Decía un viejo amigo y querido sacerdote que, con más frecuencia de lo que suponemos, nos va mal como Iglesia, tenemos dificultades al encontrarnos con el que sufre, incluso a veces escandalizamos, porque no somos conscientes que lo que repartimos, si lo hacemos bien, es la Gracia de Dios. Nada nuestro. No le faltaba razón. Porque a veces ni tan siquiera somos conscientes de que Él acompaña siempre a su Iglesia y a los que trabajan por ella. De que nos acompaña la Gracia si la pedimos. Porque pensamos demasiado en nosotros mismos y en nuestras fuerzas. Porque nos olvidamos de ser conscientes de que Cristo, camina a nuestro lado. Porque intentamos, a veces,  instrumentalizarlo en nuestro beneficio. 
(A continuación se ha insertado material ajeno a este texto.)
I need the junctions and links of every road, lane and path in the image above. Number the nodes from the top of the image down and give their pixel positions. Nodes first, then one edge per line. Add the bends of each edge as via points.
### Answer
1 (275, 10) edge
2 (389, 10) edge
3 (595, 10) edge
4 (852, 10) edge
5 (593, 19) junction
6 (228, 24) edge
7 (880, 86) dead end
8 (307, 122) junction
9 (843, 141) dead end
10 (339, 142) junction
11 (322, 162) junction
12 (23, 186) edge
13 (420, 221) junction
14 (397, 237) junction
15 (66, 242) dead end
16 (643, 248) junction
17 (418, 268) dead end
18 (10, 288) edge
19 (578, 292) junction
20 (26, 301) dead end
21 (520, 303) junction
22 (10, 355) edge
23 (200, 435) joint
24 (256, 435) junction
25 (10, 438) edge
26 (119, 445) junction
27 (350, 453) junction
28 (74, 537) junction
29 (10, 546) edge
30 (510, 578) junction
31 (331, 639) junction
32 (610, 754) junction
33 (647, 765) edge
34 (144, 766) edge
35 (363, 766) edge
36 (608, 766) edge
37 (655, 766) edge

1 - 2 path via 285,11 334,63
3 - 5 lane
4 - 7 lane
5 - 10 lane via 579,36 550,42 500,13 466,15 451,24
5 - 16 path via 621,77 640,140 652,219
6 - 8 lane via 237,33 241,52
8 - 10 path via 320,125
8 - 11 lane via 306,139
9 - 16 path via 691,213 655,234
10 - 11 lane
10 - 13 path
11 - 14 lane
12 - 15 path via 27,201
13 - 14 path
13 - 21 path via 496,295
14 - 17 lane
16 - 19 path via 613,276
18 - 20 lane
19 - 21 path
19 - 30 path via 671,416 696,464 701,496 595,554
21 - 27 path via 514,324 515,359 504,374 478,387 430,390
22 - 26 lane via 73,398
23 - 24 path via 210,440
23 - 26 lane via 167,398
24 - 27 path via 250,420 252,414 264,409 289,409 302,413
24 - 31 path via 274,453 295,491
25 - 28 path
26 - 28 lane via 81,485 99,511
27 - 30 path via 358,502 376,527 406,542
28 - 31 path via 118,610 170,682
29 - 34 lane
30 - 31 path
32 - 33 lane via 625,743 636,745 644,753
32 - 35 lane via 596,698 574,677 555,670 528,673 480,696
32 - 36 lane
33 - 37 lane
Un viejo consocio, hace muchos años, me aconsejaba sobre a quién votar o proponer para los servicios de Presidente o cualquier otro en las Conferencias: siempre a los consocios (a los miembros) que valgan para el servicio. Pero, añadía que no quieran serlo, a los que no lo deseen. También a los más ocupados. Huye de aquellos que se postulan siempre para ocupar “cargos” en lugar de servicios o que parece que tienen mucho tiempo libre. Con alguna frecuencia, algo buscan para ellos y no para el servicio a los que sufren, en el caso de los primeros o están poco dispuestos para el trabajo y por eso están bien desocupados, en el caso de los segundos. He seguido esa máxima siempre y recuerdo con enorme afecto al consocio del consejo que me evitó alguna importante equivocación. 

Para ir terminando, cuando deseemos encontrar a un consocio para un servicio en la Estructura, busquemos a uno que acuda con frecuencia y con puntualidad, casi con antelación, a cumplir con sus compromisos vicentinos y eclesiales. Busquemos a un consocio o consocia, con ideas claras que sea persona de oración. Busquemos incluso a alguno que le vaya a costar un poco de esfuerzo económico, (por pequeño que sea) el desempeño de la labor que se le pretende encomendar. Busquemos que esté alejado de la búsqueda de cualquier tipo de fama. Descartemos, siempre, a aquellos que tienen que ver con el ejercicio de la política tal y como nos pide nuestra Regla y Estatutos. 

Busquemos a algún miembro, que demostrará con su permanencia en la Conferencias o en el grupo eclesial de que se trate, que es capaz de perseverar. Busquemos a aquel que propone nuevas fórmulas y métodos para ayudar a otros o a quien le preocupa la situación de los excluidos. Excluidos de cualquier tipo. 

Busquemos a aquellos que tienen un concepto evangélico de la pobreza y no sólo material de la misma y en fin, lo más importante: busquemos a alguien a quien oigamos con frecuencia hablar de y con María. 

Ahora sí, para finalizar, en el momento de escribir estas líneas, me llega una Carta publicada por mi Obispo de Sigüenza-Guadalajara, Don Atilano, muchos de cuyos párrafos vienen como anillo al dedo a esta pequeña reflexión sobre la gratuidad. Escojo alguno de ellos. Escribe el señor Obispo: “Aunque sabemos que el fruto de la misión depende fundamentalmente de la apertura del corazón a la acción del Espíritu Santo, inconscientemente pensamos que todo depende de nuestras cualidades y esfuerzos. 

San Pablo, cuando contempla la fidelidad a Cristo de los miembros de sus comunidades y su constancia en el amor, llega a afirmar que todo es fruto de la gracia de Dios que actúa en él y por medio de él a favor de los demás. De este modo, asume sus limitaciones y la necesidad de dejarse conducir por Dios, pues solamente el Señor puede hacer que la semilla germine, crezca y produzca fruto abundante”. 

Espero haber complacido a mi amiga, con estas breves notas.